L'esame dei motivi introdotti con i ricorsi di I°grado, riuniti nella sentenza appellata, conferma quanto sopra.
II°) in tema di motivazione la sentenza analizza dettagliatamente, diversamente da quanto prospettato da parte appellante, tutti i motivi introdotti per cui non si può affermare che sussista un difetto e/o carenza di motivazione. Al massimo si può non condividerla ma questo rientra nella contestazione del giudizio motivazionale, di cui appresso.
III°) sul punto della validità della motivazione emergono fatti gestionali (cessione in affitto di ramo di azienda – trasferimento in proprietà alla affittuaria del complesso immobiliare produttivo – risoluzione anticipata del contratto di affitto – fallimento della concedente Ric_1 SRL) che forniscono un primo tassello della ipotizzata azione fraudolenta.

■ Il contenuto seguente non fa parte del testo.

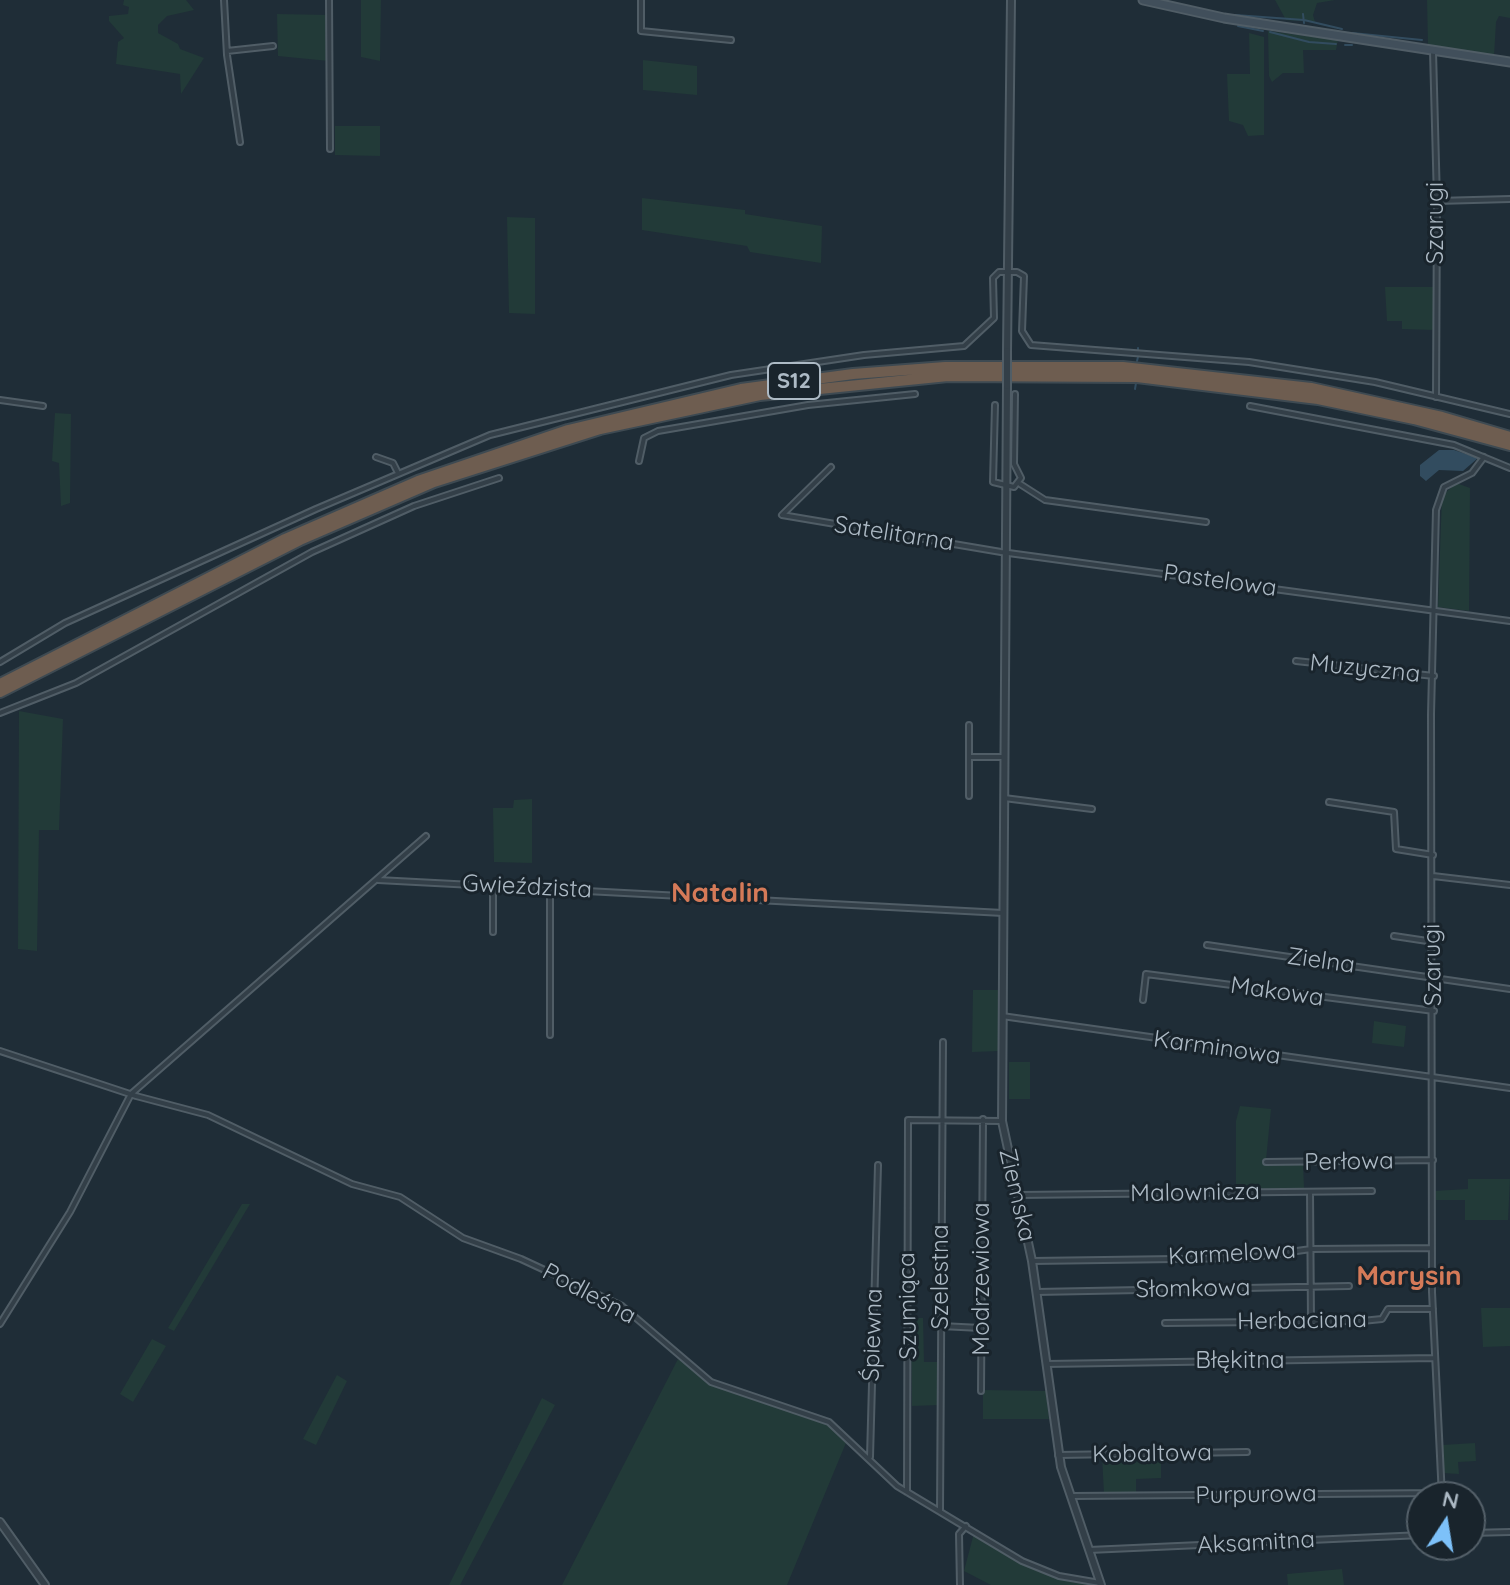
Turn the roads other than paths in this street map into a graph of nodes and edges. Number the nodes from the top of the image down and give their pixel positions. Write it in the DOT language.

Oltre quanto sopra, emerge l'identità del codice ATECO tra le due società, la prosecuzione del ciclo produttivo tramite le stesse attrezzature ed immobili, l'identità di relazioni commerciali ed infine la base familiare delle due società (moglie e marito da una parte nonché figlia e coniuge dall'altra) circostanze queste che finiscono per caratterizzare l'esistenza di una cessione di azienda tout court.
In argomento l'Agenzia (cfr. pagg. 19-21 delle controdeduzioni) ha indicato Ass_1 riferimenti giurisprudenziali cui si rimanda.

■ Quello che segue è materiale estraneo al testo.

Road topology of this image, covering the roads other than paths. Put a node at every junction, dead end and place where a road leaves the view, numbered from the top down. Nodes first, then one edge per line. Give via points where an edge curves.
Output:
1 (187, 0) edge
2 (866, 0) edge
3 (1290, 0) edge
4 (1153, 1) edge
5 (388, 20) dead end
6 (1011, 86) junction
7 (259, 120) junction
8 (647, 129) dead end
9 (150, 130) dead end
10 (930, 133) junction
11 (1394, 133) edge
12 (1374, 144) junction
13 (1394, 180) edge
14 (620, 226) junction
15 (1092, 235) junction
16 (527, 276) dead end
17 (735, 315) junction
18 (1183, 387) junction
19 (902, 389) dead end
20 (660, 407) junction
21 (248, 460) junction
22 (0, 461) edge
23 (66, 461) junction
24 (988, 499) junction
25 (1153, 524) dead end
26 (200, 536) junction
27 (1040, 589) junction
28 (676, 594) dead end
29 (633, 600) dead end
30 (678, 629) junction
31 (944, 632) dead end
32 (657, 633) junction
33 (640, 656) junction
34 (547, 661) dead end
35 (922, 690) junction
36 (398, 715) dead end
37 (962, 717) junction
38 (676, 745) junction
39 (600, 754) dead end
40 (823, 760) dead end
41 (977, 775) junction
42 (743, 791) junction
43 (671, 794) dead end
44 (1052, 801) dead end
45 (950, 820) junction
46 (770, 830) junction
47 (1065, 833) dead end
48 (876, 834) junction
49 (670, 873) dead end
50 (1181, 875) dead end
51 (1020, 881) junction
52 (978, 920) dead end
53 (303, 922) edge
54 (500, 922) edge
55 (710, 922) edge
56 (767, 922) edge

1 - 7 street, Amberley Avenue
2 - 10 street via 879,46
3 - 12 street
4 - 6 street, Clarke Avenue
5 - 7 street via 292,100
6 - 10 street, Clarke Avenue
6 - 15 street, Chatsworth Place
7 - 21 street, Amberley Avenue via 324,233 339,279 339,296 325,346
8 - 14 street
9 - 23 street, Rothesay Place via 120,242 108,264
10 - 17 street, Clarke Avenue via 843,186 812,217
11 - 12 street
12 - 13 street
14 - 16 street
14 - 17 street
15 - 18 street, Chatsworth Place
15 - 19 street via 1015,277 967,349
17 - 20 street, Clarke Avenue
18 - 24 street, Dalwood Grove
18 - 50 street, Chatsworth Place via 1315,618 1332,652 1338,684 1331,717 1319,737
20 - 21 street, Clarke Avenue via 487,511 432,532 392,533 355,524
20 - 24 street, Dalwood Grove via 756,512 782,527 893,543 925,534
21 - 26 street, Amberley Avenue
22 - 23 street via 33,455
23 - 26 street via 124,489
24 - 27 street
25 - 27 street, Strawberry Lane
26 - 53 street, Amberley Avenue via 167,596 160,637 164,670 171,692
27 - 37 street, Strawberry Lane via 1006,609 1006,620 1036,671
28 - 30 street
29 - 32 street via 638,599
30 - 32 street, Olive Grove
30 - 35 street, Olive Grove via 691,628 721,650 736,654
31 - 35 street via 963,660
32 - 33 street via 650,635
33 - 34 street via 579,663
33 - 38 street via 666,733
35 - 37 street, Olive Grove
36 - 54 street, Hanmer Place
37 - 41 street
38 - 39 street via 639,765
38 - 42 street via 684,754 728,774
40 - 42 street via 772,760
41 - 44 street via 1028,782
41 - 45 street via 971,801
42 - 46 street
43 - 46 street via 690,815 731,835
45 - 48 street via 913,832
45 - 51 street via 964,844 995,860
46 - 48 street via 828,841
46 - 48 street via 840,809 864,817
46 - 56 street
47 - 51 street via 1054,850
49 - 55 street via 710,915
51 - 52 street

IV°) in ordine all'ipotizzato diritto del cessionario ad essere destinatario degli atti di contestazione al cedente, sempre la giurisprudenza di legittimità ha escluso tale evenienza (Cass. 26480/20) nel testo riportato alle pagg. 24-25 delle controdeduzioni.
V°) circa la non inerenza dei debiti tributari della cedente all'attività svolta durante l'affitto del ramo di azienda, la giurisprudenza di legittimità (Cass. 11678/22) richiamata dalla Agenzia (pagg.27-28) ha chiarito termini e modalità dell'onere probatorio cui è soggetta la parte cessionaria, in sintesi tramite esibizione dei libri contabili nonché del certificato previsto dall'art. 14, comma 3, del d.lgs. n. 472 del 1997.

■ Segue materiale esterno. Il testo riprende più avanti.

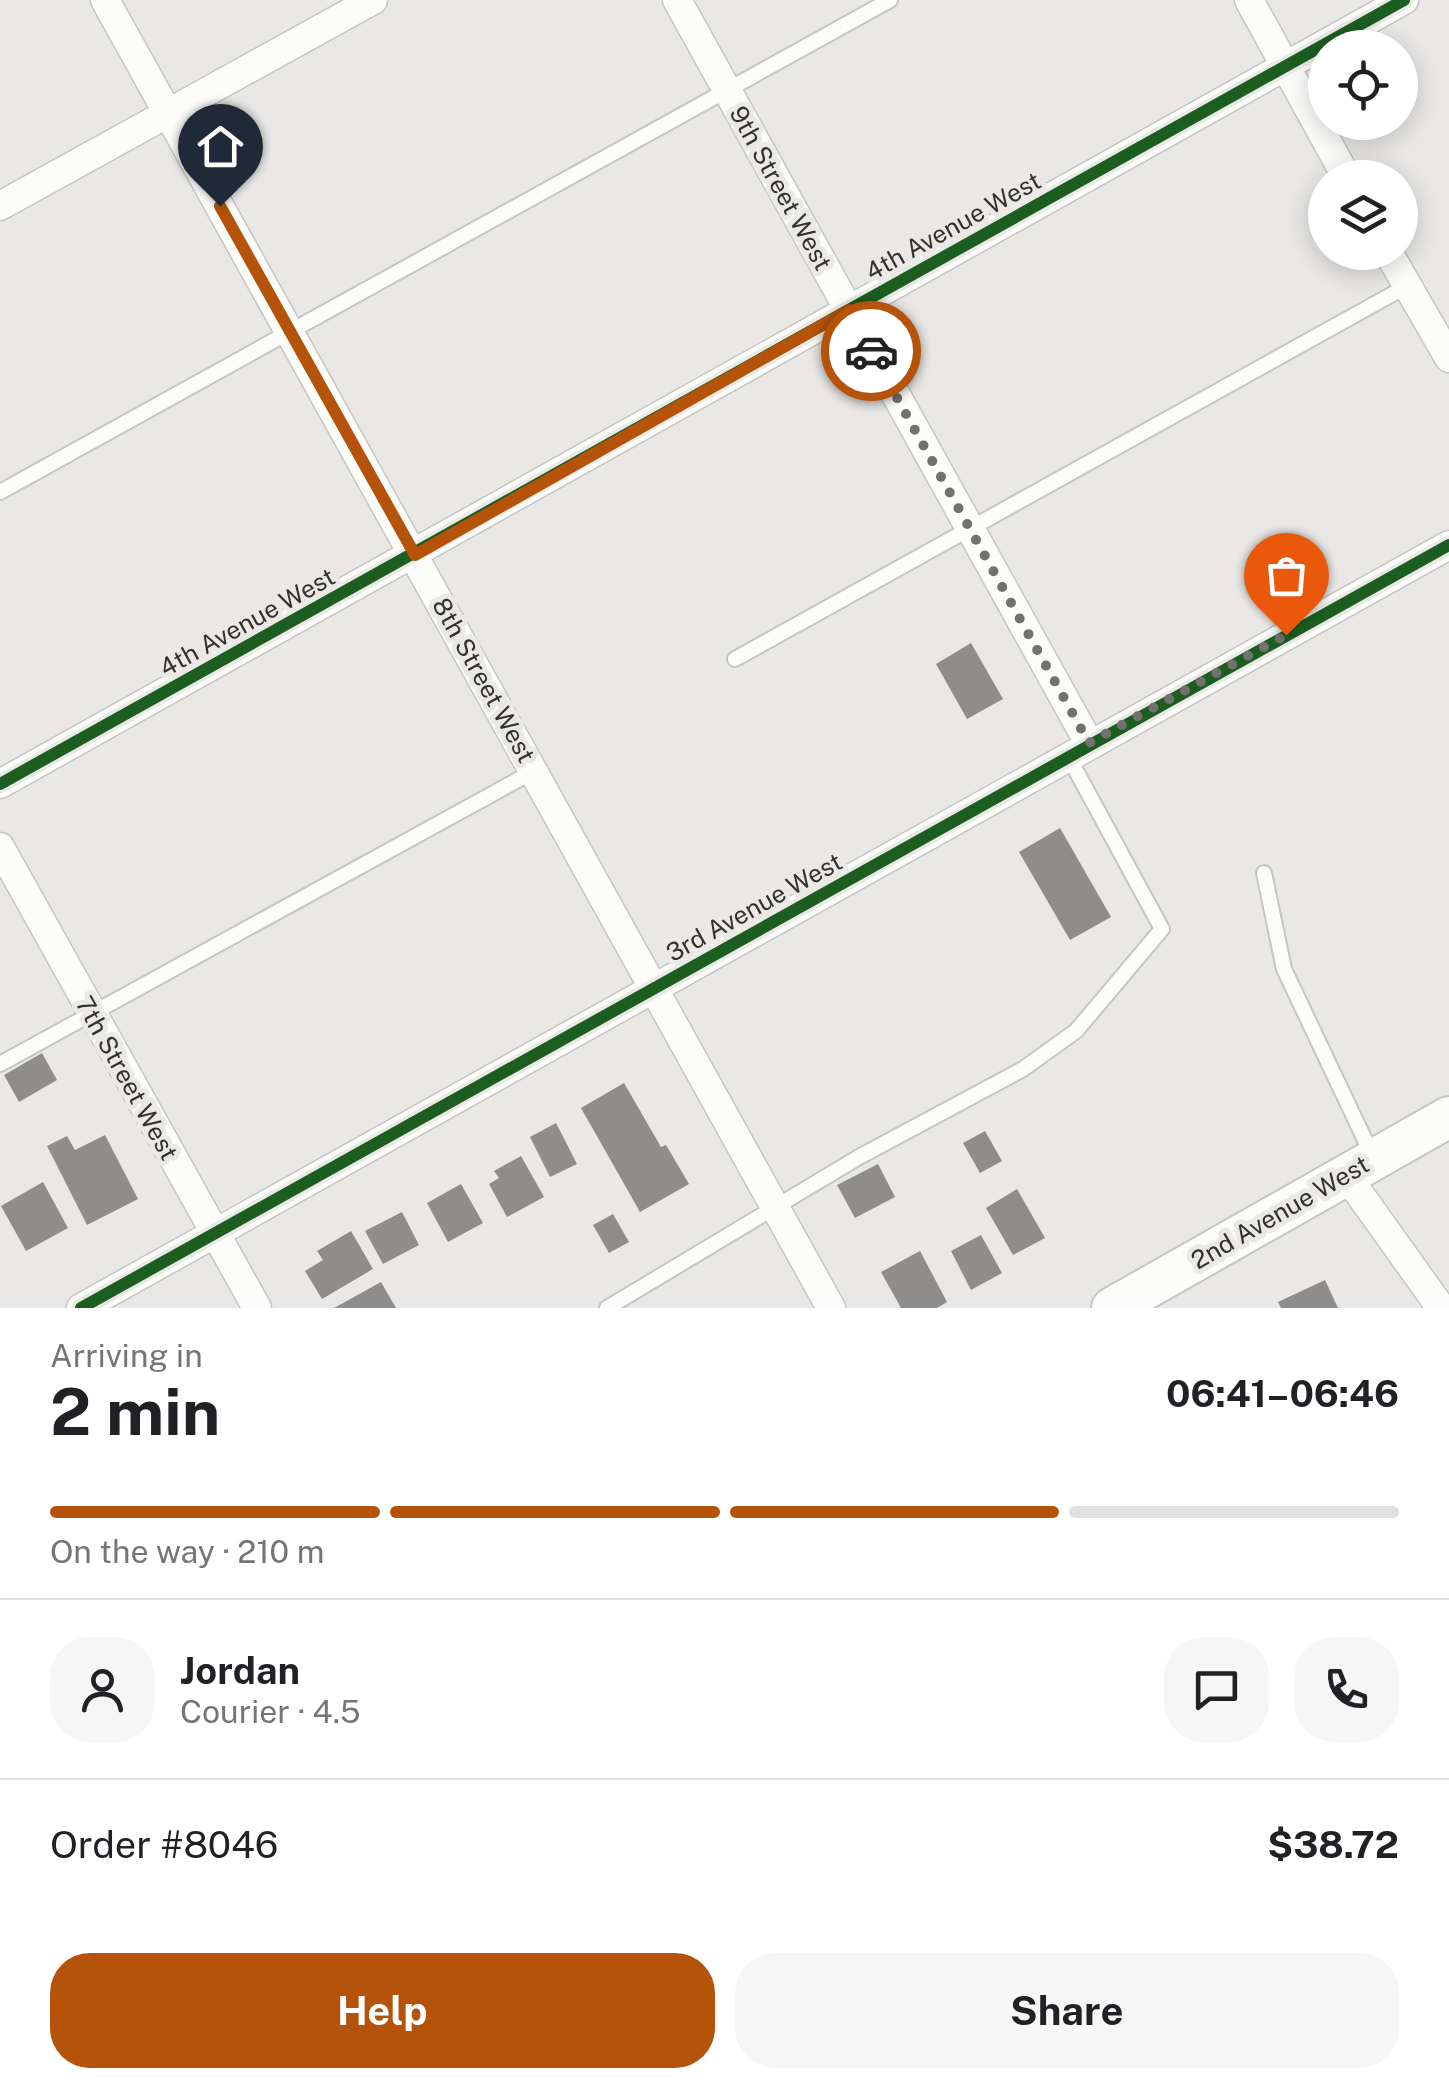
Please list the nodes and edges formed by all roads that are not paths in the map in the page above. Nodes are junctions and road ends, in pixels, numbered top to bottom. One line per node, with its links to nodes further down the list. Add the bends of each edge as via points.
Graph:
1 (105, 0): 9 (street, 8th Street West)
2 (373, 0): 9 (street)
3 (678, 0): 8 (street, 9th Street West)
4 (890, 0): 8 (lane)
5 (1249, 0): 7 (street)
6 (1404, 0): 7 (street, 4th Avenue West)
7 (1285, 66): 10 (street); 14 (street, 4th Avenue West)
8 (728, 90): 14 (street, 9th Street West); 15 (lane)
9 (168, 112): 11 (street); 15 (street, 8th Street West)
10 (1337, 160)
11 (0, 206)
12 (1398, 270): 13 (street)
13 (1407, 286): 16 (street); 18 (lane)
14 (849, 310): 18 (street, 9th Street West); 20 (street, 4th Avenue West)
15 (290, 332): 17 (lane); 20 (street, 8th Street West)
16 (1449, 358)
17 (0, 492)
18 (968, 528): 21 (lane); 22 (street, 9th Street West)
19 (1449, 545): 22 (street, 3rd Avenue West)
20 (415, 555): 23 (street, 8th Street West); 24 (street, 4th Avenue West)
21 (735, 659)
22 (1079, 749): 27 (street, 3rd Avenue West); 32 (lane, via 1162,929 1076,1030 1022,1069)
23 (535, 771): 27 (street, 8th Street West); 28 (lane)
24 (0, 784)
25 (0, 846): 28 (street, 7th Street West)
26 (1264, 873): 31 (lane, via 1284,969)
27 (653, 989): 32 (street, 8th Street West); 33 (street, 3rd Avenue West)
28 (92, 1013): 29 (lane); 33 (street, 7th Street West)
29 (0, 1064)
30 (1449, 1117): 31 (main road, 2nd Avenue West)
31 (1360, 1166): 38 (main road, 2nd Avenue West); 39 (street)
32 (776, 1208): 36 (lane); 37 (street, 8th Street West)
33 (215, 1234): 34 (street, 3rd Avenue West); 35 (street, 7th Street West)
34 (81, 1308)
35 (257, 1308)
36 (607, 1308)
37 (832, 1308)
38 (1112, 1308)
39 (1440, 1308)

VI°) infine, la determinazione del quantum della sanzione consegue al giudizio negativo dei fatti gestionali posti in essere che realizzano un chiaro intento evasivo.
Per quanto sopra l'Appello deve essere respinto con liquidazione delle spese nell'importo di €. 3.000,00 oltre oneri di legge, se dovuti, a favore della Agenzia delle Entrate, parte appellata.
Visti gli artt.15 e 36 del D.Lgs. 31 dicembre 1992 n.546.
P.Q.M.
A parziale modifica del dispositivo n.331/25 depositato il 16 luglio 2025 e comunicato in pari data alle parti
(“respinge l'appello e liquida le spese a favore della parte appellante in €. 3.000,00 oltre oneri di legge, se dovuti”), il decisum deve intendersi ”la Corte respinge l'Appello e liquida le spese a favore della Agenzia parte appellata in €.3.000,00 oltre oneri di legge, se dovuti.”
Così deciso in Firenze, nella Camera di consiglio del 9 luglio 2025.